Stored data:
━━━━━━━━

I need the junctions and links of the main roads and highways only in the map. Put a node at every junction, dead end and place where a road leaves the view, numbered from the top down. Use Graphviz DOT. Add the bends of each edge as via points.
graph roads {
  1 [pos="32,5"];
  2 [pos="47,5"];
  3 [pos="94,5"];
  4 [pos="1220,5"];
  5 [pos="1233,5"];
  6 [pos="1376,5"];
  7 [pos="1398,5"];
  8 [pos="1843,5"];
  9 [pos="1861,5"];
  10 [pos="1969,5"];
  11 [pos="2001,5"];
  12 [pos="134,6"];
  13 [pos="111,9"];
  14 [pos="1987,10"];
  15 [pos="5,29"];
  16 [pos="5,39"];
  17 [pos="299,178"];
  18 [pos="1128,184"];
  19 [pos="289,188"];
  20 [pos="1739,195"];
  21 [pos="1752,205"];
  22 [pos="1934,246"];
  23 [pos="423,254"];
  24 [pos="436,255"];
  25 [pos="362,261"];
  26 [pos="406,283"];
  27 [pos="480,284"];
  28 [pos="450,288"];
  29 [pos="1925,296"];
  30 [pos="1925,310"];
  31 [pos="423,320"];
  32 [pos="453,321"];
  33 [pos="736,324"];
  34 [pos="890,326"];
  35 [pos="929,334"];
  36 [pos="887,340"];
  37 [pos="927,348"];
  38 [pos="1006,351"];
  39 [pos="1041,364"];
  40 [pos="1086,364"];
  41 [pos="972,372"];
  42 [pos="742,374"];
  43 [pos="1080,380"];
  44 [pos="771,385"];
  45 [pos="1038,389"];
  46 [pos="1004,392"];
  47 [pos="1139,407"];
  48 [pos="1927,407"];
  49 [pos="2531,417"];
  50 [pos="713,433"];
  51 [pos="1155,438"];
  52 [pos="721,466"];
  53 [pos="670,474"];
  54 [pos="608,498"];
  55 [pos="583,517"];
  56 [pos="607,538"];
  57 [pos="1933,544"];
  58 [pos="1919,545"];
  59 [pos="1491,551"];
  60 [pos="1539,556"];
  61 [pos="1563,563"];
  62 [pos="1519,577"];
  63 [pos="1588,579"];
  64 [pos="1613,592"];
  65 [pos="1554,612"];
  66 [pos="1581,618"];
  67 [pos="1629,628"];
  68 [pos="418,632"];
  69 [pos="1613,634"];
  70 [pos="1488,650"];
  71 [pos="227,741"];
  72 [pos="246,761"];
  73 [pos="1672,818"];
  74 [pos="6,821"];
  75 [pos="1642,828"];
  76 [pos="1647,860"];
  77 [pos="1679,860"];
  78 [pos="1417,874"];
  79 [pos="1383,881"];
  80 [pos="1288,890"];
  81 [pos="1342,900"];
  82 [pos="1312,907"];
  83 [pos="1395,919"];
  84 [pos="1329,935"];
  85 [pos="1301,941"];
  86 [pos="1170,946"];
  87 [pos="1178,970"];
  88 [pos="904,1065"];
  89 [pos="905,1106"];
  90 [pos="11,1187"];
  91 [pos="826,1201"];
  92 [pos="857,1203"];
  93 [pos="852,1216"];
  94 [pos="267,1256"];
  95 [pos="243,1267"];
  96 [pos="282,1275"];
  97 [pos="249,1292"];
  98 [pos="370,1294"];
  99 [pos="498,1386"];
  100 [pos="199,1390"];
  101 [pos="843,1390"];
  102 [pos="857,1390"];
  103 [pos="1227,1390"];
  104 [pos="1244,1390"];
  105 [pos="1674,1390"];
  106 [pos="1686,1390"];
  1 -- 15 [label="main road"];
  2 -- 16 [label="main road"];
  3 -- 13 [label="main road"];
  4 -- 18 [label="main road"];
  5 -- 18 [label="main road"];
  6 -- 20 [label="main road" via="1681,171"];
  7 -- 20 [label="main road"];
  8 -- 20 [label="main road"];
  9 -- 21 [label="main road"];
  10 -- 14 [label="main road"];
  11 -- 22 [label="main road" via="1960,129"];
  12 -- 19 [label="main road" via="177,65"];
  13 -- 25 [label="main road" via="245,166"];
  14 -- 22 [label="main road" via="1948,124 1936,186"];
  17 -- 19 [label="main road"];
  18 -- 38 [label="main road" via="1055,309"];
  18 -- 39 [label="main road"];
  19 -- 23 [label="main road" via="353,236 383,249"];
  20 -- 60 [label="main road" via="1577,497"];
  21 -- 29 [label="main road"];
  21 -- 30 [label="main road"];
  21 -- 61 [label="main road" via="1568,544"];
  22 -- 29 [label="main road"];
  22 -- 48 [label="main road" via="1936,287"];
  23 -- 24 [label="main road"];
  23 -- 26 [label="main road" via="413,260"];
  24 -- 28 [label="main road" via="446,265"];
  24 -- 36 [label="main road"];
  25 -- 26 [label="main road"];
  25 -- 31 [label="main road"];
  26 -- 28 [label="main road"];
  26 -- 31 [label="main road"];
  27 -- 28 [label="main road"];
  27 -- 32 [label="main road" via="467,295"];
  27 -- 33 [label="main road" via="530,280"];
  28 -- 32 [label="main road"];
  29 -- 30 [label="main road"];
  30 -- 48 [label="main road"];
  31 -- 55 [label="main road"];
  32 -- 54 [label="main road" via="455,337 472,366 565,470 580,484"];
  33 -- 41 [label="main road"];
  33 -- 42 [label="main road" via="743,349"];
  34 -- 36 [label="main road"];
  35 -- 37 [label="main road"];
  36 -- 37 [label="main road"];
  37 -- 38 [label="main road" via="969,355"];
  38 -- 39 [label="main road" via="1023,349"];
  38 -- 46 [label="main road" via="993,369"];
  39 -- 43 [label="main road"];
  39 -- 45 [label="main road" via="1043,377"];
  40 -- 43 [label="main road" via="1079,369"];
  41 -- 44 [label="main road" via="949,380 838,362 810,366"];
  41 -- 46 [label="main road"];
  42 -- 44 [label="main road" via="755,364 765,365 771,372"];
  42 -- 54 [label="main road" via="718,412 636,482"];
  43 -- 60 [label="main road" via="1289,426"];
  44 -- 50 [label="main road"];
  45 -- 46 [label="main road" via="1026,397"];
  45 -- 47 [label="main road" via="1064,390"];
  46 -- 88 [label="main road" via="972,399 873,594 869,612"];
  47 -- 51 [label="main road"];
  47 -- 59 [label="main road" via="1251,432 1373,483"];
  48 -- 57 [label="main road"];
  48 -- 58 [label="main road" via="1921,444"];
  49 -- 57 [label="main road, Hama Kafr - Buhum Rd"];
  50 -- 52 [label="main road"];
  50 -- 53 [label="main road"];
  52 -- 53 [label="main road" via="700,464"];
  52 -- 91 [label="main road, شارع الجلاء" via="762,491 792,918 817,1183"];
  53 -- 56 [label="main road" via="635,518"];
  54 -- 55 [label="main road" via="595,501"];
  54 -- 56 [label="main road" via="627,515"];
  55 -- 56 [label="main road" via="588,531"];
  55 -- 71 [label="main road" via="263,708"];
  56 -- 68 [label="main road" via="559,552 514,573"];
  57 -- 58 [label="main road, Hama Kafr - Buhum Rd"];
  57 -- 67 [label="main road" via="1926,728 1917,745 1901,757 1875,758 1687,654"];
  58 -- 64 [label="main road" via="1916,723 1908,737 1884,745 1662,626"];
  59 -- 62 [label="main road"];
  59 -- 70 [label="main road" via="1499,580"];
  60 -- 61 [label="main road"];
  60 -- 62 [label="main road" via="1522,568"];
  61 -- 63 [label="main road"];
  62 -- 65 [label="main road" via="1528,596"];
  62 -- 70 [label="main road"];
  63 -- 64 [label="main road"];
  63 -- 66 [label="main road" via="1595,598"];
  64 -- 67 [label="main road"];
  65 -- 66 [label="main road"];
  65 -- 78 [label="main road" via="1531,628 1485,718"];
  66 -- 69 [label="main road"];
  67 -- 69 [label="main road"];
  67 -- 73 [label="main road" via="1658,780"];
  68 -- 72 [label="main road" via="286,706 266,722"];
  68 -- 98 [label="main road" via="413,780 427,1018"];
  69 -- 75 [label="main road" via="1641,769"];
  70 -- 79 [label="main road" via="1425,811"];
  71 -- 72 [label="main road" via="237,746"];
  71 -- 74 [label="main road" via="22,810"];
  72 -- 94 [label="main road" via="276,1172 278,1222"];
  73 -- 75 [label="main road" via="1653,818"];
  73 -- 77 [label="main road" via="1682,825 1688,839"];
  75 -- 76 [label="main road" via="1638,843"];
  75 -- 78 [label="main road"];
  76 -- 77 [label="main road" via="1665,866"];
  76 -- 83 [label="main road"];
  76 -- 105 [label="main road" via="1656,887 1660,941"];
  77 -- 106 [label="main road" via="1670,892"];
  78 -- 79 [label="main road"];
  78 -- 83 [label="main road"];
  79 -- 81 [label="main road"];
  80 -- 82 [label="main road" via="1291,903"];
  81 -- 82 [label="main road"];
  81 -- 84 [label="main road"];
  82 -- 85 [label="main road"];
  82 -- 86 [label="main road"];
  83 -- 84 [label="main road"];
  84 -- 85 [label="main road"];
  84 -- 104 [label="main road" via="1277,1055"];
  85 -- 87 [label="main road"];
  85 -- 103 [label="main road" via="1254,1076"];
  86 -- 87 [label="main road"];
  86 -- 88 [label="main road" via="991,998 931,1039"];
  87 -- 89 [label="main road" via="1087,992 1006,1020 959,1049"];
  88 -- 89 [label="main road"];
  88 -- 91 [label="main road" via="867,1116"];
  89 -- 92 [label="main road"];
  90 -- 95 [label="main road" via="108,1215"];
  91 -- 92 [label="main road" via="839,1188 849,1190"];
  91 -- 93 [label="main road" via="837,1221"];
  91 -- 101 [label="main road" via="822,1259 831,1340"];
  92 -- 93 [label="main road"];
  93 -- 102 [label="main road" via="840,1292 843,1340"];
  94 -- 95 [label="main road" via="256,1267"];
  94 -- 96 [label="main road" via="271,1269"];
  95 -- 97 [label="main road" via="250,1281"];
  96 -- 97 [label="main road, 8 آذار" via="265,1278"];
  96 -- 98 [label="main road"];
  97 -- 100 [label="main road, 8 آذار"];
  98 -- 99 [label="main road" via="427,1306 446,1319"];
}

━━━━━━━━

Wherever the string "آذار" occurs in the records, copy the line it is in.

Answer area:
  96 -- 97 [label="main road, 8 آذار" via="265,1278"];
  97 -- 100 [label="main road, 8 آذار"];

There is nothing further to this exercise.